The news was not particularly welcome. An employee left a company cell phone on a bus. The time was mid-July.
That meant buying a new, cheap cell and spending at least two hours at the phone company office getting a replacement chip and activating the new purchase.
Would that be true! Instead, the situation became what Costa Ricans call a calvario,named after the sufferings of Jesus on the way to the cross.
To prove ownership of the company and the legal right to act on its behalf requires something called a personaría juridica, a document issued by the Registro Nacional that lists the company officers and their powers.
Thanks to the handy online service provided by the Registro, obtaining such a document was easy and cost less than 3,000 colons, some $6. The reference was an article on how to use the system written by Garland Baker May 2.
There has been a change at the downtown office of the Instituto Costarricense de Electricidad. Perhaps to be more competitive in the face of competition, the state phone company has added more attendants, so a 20-minute wait is all that was needed to present the news of the lost cell phone to a clerk and also hand over the personaría juridica.
Drats! It seems that the lost telephone was the asset of an otherwise inactive company and not the company that owns A.M. Costa Rica and all the other telephones. The clerk smiled. We left.
Back to the digital service of the Registro Nacional to get the personaría juridica for the correct company that we’ll call LittleKnown S.A. The company’s only asset was the cell telephone purchased back in the days when the phone company was rationing lines one to a company. It seemed a good idea then to buy an additional phone in the name of LittleKnown.
Alas, the computer spewed out the new personaría juridica, but the identification numbers for the officers were several years old and incorrect because of changes in immigration status.

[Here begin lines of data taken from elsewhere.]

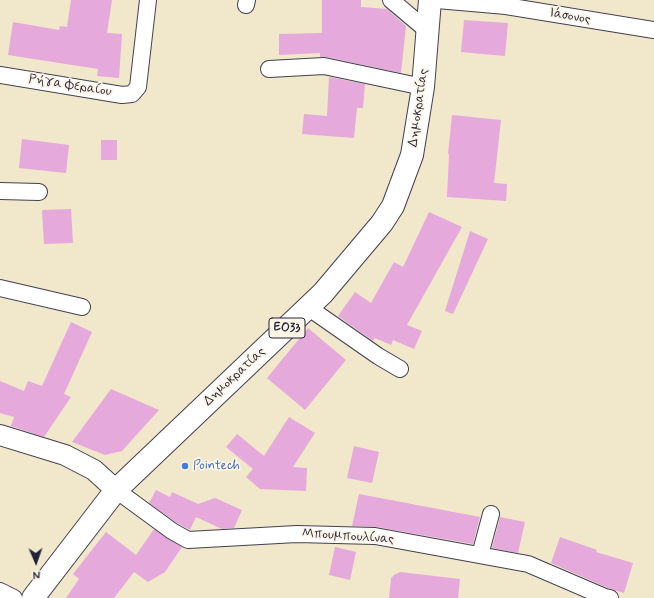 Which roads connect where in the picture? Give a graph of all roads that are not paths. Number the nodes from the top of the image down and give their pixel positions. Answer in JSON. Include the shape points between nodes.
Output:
{"nodes":[{"id":1,"x":148,"y":0,"type":"edge"},
{"id":2,"x":391,"y":0,"type":"edge"},
{"id":3,"x":430,"y":0,"type":"edge"},
{"id":4,"x":437,"y":0,"type":"edge"},
{"id":5,"x":654,"y":30,"type":"edge"},
{"id":6,"x":428,"y":32,"type":"junction"},
{"id":7,"x":269,"y":69,"type":"dead end"},
{"id":8,"x":0,"y":75,"type":"edge"},
{"id":9,"x":423,"y":87,"type":"junction"},
{"id":10,"x":0,"y":191,"type":"edge"},
{"id":11,"x":39,"y":192,"type":"dead end"},
{"id":12,"x":0,"y":288,"type":"edge"},
{"id":13,"x":82,"y":307,"type":"dead end"},
{"id":14,"x":309,"y":308,"type":"junction"},
{"id":15,"x":400,"y":369,"type":"dead end"},
{"id":16,"x":0,"y":435,"type":"edge"},
{"id":17,"x":116,"y":490,"type":"junction"},
{"id":18,"x":491,"y":514,"type":"dead end"},
{"id":19,"x":480,"y":555,"type":"junction"},
{"id":20,"x":0,"y":591,"type":"edge"},
{"id":21,"x":14,"y":598,"type":"edge"},
{"id":22,"x":33,"y":598,"type":"edge"},
{"id":23,"x":610,"y":598,"type":"edge"}],
"edges":[{"from":1,"to":8,"type":"street","name":"Ρήγα Φεραίου","via":[[138,87],[132,94],[122,95]]},
{"from":2,"to":6,"type":"street"},
{"from":3,"to":6,"type":"main road","name":"Δημοκρατίας","number":"ΕΟ33"},
{"from":4,"to":5,"type":"street","name":"Ιάσονος","via":[[506,6]]},
{"from":6,"to":9,"type":"main road","name":"Δημοκρατίας","number":"ΕΟ33"},
{"from":7,"to":9,"type":"street","via":[[324,66]]},
{"from":9,"to":14,"type":"main road","name":"Δημοκρατίας","number":"ΕΟ33","via":[[412,155],[393,206],[369,239]]},
{"from":10,"to":11,"type":"street"},
{"from":12,"to":13,"type":"street"},
{"from":14,"to":15,"type":"street"},
{"from":14,"to":17,"type":"main road","name":"Δημοκρατίας","number":"ΕΟ33"},
{"from":16,"to":17,"type":"street","via":[[65,454],[94,470]]},
{"from":17,"to":19,"type":"street","name":"Μπουμπουλίνας","via":[[188,540],[297,534],[375,536]]},
{"from":17,"to":22,"type":"main road","name":"Δημοκρατίας","number":"ΕΟ33"},
{"from":18,"to":19,"type":"street"},
{"from":19,"to":23,"type":"street","name":"Μπουμπουλίνας","via":[[528,564]]},
{"from":20,"to":21,"type":"street"}]} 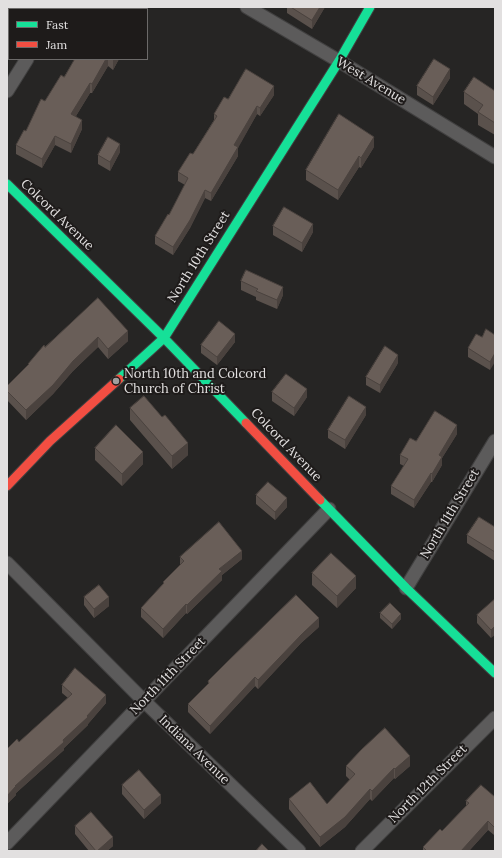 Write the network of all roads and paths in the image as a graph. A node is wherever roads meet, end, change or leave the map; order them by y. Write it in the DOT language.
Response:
graph roads {
  1 [pos="247,7"];
  2 [pos="370,7"];
  3 [pos="27,60"];
  4 [pos="339,61"];
  5 [pos="7,91"];
  6 [pos="495,157"];
  7 [pos="7,184"];
  8 [pos="164,338"];
  9 [pos="495,441"];
  10 [pos="7,486"];
  11 [pos="330,509"];
  12 [pos="7,563"];
  13 [pos="406,588"];
  14 [pos="495,673"];
  15 [pos="144,701"];
  16 [pos="495,718"];
  17 [pos="7,843"];
  18 [pos="298,851"];
  19 [pos="362,851"];
  1 -- 4 [label="street, West Avenue"];
  2 -- 4 [label="street, North 10th Street"];
  3 -- 5 [label="street"];
  4 -- 6 [label="street, West Avenue"];
  4 -- 8 [label="street, North 10th Street"];
  7 -- 8 [label="street, Colcord Avenue"];
  8 -- 10 [label="street, North 10th Street"];
  8 -- 11 [label="street, Colcord Avenue"];
  9 -- 13 [label="street, North 11th Street"];
  11 -- 13 [label="street, Colcord Avenue"];
  11 -- 15 [label="street, North 11th Street"];
  12 -- 15 [label="street, Indiana Avenue"];
  13 -- 14 [label="street, Colcord Avenue"];
  15 -- 17 [label="street, North 11th Street"];
  15 -- 18 [label="street, Indiana Avenue"];
  16 -- 19 [label="street, North 12th Street"];
}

Shucks, we thought we changed all that in March. In fact, we did. A document drafted by a lawyer informed the Registro Nacional of changes in the officers’ cédula numbers, the company address and several other minor details. It would seem wise for the Registro to have a form for individuals to fill out to make minor changes in information like addresses. But in Costa Rica that is the job for a lawyer and a custom-drafted document.
So a messenger was dispatched to the Registro to point out that clerks there had failed to make a change. After all, we had the lawyer’s document approved and returned by Registro workers.
No way, said Registro workers. Even though all the required information was in the lawyer’s document, it was not in the correct form because
they just changed the correct form. The messenger returned empty handed.
Another lawyer stepped up to bat. The Registro frequently will pay much more attention to a lawyer than a mere messenger or, even worse, a civilian.
The Registro agreed to make the changes.
Another 3,000 colons spent online proved that the incorrect numbers remained in the company file.
A second, hotter visit by the lawyer.
That was then, this is now, said the Registro clerks. The form is incorrect. We can’t change it. Go fish.
By this time Lawyer No. 2 was even hotter, but then he agreed to draft the document in the way the Registro demanded. He did and presented the document seeking the small changes.
A week later, the Registro returned the document to Lawyer No. 2 signifying that it had made the changes.
So it was time for another personaría juridica from the Registro Digital.
But wait! The Registro, faced with a Sala IV appeal over the prices its charges on the digital Web site, had frozen the system that dispensed online documents.
Not to worry. Another messenger appeared personally at the Registro and purchased the personaría juridica with the changed numbers.
But, whoops, they were not changed.
Lawyer No. 2 heads back to the Registro even hotter.
Eventually a new personaría juridica, accurate in all aspects, appears for LittleKnown S.A.
So to change a couple of cédula numbers in a company’s records required two months, two lawyers, $200 and assorted fees and taxi fares.
What ever happened to those laws that were supposed to simplify doing business here and cut down on paperwork?